AVAILABLE DATA: Begin
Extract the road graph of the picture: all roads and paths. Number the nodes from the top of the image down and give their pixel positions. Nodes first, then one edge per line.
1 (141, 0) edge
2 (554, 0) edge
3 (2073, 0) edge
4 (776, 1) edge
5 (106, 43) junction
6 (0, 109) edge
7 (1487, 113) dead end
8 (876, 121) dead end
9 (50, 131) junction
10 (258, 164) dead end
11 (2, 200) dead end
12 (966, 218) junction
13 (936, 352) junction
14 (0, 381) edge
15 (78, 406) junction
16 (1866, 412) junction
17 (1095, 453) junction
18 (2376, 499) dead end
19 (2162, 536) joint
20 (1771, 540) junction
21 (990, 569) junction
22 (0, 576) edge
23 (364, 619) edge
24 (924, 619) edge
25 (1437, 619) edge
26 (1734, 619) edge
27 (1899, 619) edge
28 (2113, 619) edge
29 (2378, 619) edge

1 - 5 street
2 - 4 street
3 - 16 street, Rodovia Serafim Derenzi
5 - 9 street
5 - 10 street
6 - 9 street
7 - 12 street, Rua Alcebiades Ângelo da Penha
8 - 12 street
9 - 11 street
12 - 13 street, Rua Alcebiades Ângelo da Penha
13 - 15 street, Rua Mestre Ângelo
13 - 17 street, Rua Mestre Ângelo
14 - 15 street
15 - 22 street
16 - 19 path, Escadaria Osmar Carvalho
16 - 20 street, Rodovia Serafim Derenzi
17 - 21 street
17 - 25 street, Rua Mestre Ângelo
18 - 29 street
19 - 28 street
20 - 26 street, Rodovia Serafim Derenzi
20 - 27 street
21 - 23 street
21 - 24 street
AVAILABLE DATA: End
ACTIVITY = Your task is to list each line of the records with the word "Alcebiades".

YOUR SOLUTION =
7 - 12 street, Rua Alcebiades Ângelo da Penha
12 - 13 street, Rua Alcebiades Ângelo da Penha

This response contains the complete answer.